Each particle is just 60 nanometres across – 60 billionths of a metre – and consists of three layers. The inner core contains the drug in question bound to a long-chained molecule, or polymer. A middle layer made of fatty material separates this core from the outer coating of a polymer that protects the particle as is travels in the blood stream.
The scientists have called the particles “nanoburrs” because of their resemblance to the hook-covered seeds designed to stick to passing animals. Each nanoburr is armed with protein fragments to recognise and stick to the proteins of the target tissues.
Once the nanoburr has stuck to the cells in question, they slowly release the drug within their core. The scientists said they can time the rate and length of drug-release phase to suit a doctor’s treatment regime.
Omid Farokhzad of Harvard Medical School, who was part of the research team, said that the surgical insertion of devices called stents, which keep blood vessels open, has already been used to release drugs slowly.
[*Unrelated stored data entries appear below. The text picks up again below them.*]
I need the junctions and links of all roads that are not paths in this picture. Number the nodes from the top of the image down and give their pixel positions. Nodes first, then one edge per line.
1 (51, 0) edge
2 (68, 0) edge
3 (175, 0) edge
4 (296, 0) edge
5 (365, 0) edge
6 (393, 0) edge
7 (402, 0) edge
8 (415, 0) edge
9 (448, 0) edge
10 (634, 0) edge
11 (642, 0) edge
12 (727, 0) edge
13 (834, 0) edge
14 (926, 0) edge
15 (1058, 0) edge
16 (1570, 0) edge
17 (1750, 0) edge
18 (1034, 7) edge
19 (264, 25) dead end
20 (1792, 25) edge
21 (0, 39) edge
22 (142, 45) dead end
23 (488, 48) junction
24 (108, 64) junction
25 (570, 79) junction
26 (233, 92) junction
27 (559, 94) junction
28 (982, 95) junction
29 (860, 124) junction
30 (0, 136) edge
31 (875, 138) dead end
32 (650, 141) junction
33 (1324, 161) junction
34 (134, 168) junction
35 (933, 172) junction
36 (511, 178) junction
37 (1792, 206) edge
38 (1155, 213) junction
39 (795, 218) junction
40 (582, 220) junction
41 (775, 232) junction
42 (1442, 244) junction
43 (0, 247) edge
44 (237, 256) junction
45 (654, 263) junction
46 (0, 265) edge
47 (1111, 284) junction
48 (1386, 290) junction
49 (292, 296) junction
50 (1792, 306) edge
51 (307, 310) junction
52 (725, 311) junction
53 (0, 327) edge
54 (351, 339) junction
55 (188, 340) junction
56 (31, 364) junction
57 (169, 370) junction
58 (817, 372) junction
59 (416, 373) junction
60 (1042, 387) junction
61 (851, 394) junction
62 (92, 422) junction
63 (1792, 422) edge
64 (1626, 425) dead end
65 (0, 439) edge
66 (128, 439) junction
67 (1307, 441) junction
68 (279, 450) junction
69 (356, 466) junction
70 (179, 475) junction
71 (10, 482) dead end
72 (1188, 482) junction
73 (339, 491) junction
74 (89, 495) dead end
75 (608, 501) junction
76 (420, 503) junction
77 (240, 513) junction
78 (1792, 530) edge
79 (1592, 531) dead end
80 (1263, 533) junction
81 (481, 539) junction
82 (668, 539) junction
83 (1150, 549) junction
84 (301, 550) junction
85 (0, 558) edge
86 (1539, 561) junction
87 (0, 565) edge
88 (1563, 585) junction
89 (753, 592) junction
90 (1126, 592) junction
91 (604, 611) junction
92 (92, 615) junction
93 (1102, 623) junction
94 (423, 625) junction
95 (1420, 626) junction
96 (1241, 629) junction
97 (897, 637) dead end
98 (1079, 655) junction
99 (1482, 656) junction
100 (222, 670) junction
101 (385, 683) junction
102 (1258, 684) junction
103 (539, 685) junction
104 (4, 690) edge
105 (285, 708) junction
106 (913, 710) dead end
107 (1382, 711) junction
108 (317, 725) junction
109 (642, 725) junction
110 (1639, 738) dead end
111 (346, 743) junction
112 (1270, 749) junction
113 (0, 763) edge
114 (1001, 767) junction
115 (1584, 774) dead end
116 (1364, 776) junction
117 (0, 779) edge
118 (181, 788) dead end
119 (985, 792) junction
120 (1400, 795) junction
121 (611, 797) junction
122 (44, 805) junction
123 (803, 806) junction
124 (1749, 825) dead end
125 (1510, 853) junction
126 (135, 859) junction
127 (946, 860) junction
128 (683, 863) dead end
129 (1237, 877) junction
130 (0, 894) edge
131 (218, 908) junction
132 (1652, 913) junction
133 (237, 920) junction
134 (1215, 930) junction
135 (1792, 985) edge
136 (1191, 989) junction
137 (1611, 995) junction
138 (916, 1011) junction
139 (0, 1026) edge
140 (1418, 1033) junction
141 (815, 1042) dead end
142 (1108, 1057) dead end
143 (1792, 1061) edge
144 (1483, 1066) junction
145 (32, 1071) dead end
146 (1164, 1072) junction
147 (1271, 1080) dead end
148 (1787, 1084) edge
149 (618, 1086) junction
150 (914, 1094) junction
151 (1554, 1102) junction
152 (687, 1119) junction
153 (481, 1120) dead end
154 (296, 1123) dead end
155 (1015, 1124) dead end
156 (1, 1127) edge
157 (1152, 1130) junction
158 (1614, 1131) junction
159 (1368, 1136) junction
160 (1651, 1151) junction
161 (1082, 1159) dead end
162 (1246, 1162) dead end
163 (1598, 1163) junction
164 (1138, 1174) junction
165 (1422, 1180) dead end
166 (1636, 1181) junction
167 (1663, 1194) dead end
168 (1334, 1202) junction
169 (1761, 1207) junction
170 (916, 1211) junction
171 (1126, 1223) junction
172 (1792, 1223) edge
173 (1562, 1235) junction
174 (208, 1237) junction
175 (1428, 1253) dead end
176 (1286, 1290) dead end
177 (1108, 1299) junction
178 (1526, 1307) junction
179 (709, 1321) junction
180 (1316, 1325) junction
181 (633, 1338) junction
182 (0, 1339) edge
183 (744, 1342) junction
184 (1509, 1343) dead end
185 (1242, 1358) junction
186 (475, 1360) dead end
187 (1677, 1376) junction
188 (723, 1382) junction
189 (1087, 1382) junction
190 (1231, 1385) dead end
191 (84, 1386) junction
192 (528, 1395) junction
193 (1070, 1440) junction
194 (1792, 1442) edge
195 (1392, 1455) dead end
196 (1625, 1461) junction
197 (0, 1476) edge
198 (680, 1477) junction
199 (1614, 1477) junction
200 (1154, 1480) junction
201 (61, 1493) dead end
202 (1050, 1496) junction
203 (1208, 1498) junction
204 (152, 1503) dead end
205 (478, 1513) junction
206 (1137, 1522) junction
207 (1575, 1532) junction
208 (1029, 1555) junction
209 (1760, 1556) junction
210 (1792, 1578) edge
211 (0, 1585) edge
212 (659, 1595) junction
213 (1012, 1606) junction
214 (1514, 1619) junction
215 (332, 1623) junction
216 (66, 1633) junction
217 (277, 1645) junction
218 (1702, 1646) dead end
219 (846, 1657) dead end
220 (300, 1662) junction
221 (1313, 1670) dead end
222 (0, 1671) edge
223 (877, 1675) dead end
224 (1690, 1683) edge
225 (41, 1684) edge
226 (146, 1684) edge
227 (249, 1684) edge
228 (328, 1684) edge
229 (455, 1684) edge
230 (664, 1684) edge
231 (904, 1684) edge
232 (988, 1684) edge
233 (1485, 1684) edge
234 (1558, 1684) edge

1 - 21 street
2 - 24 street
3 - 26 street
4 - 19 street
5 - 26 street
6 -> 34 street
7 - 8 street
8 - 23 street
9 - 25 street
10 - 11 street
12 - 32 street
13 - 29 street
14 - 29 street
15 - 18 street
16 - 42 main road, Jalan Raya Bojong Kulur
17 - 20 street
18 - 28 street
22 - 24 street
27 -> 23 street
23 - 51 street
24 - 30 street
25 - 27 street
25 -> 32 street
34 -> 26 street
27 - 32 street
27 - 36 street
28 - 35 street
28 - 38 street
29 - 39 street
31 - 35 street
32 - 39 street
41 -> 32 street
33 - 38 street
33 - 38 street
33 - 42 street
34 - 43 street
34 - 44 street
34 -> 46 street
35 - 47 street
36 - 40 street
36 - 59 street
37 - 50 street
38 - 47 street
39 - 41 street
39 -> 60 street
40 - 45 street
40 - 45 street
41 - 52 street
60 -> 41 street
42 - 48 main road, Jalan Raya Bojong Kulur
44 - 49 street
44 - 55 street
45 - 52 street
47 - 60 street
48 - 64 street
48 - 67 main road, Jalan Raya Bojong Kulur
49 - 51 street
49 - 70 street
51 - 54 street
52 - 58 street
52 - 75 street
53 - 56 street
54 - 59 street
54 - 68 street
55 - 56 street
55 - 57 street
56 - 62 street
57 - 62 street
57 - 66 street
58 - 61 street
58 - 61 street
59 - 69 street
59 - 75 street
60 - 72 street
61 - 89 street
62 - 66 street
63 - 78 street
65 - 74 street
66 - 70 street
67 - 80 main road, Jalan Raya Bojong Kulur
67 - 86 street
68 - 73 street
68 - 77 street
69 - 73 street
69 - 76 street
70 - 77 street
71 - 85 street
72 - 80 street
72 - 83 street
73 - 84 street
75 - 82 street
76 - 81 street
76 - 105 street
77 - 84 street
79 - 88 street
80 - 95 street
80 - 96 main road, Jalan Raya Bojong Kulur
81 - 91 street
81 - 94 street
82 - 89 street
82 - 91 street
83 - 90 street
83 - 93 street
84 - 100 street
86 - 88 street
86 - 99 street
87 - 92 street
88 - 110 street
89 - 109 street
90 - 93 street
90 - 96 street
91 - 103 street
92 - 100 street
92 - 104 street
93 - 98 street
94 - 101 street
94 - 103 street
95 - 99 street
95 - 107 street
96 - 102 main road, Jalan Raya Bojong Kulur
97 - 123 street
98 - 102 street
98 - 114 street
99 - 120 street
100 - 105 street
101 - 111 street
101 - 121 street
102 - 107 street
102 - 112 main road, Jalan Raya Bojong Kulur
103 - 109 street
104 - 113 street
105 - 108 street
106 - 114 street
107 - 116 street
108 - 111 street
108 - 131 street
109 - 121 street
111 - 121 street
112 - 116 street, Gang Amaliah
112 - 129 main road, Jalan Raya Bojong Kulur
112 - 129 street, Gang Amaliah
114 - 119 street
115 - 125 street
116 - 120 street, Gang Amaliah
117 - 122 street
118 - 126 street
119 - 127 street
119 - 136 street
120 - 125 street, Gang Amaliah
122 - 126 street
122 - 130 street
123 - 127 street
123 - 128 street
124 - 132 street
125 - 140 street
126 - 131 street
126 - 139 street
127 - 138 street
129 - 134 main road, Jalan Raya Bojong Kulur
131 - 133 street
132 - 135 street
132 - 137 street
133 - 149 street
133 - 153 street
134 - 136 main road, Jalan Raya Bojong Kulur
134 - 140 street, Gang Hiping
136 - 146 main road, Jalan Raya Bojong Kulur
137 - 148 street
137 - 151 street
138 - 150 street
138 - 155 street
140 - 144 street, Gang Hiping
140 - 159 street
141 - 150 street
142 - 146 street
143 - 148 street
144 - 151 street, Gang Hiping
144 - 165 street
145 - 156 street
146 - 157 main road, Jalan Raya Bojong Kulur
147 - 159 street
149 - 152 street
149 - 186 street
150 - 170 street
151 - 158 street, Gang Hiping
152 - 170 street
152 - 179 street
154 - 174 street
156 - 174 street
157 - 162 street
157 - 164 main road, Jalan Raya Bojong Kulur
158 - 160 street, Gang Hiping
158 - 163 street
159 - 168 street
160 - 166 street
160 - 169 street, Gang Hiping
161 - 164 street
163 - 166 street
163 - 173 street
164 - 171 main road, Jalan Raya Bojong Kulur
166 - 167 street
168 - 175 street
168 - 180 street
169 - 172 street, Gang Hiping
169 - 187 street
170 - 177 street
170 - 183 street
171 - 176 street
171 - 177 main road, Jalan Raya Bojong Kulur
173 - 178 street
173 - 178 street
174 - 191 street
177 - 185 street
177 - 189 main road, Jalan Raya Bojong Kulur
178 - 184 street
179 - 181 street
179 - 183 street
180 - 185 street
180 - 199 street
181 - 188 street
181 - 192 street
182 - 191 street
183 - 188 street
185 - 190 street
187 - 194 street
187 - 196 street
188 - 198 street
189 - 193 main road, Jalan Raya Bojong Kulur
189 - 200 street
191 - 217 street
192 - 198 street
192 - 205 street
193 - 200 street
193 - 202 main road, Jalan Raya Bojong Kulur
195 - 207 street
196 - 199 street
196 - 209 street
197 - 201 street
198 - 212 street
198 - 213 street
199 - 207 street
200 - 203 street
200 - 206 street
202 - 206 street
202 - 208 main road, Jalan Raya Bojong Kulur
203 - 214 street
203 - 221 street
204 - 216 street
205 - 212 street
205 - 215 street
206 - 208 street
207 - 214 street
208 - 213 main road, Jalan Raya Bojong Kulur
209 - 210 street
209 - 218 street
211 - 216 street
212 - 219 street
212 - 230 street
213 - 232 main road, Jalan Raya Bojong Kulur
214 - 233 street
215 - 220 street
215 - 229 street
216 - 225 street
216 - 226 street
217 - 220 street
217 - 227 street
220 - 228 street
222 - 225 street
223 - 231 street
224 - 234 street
“Here we take a big leap forward by developing nanotechnologies that can do the same thing without interventional techniques that commonly involve taking a patient to the cardiac catherisation lab where stents are placed,” Professor Farokhzad said.
“These particles can be administered intravenously and they are targeted and will find their way to the damaged vascular tissue, and from our experience with stents, we know once the drug gets there and released over about many days that it will work,” he said.
“We're in early stages of exploring this technology and we expect at least another two years of research and development before starting any clinical trials.
“This can be used for any disease where vascular damage or vascular permeability is a commonly observed part of the pathology. This includes almost all solid tumours and most inflammatory diseases such as Inflammatory bowel disease,” Professor Farokhzad added.
“It's another example of the huge impact that nanotechnology will have on medicine. You can rationally design therapeutics that are targeted and release their drugs in a pre-programmed way and these may go far beyond our current state-of-the-art approaches in safety and efficacy,” he said.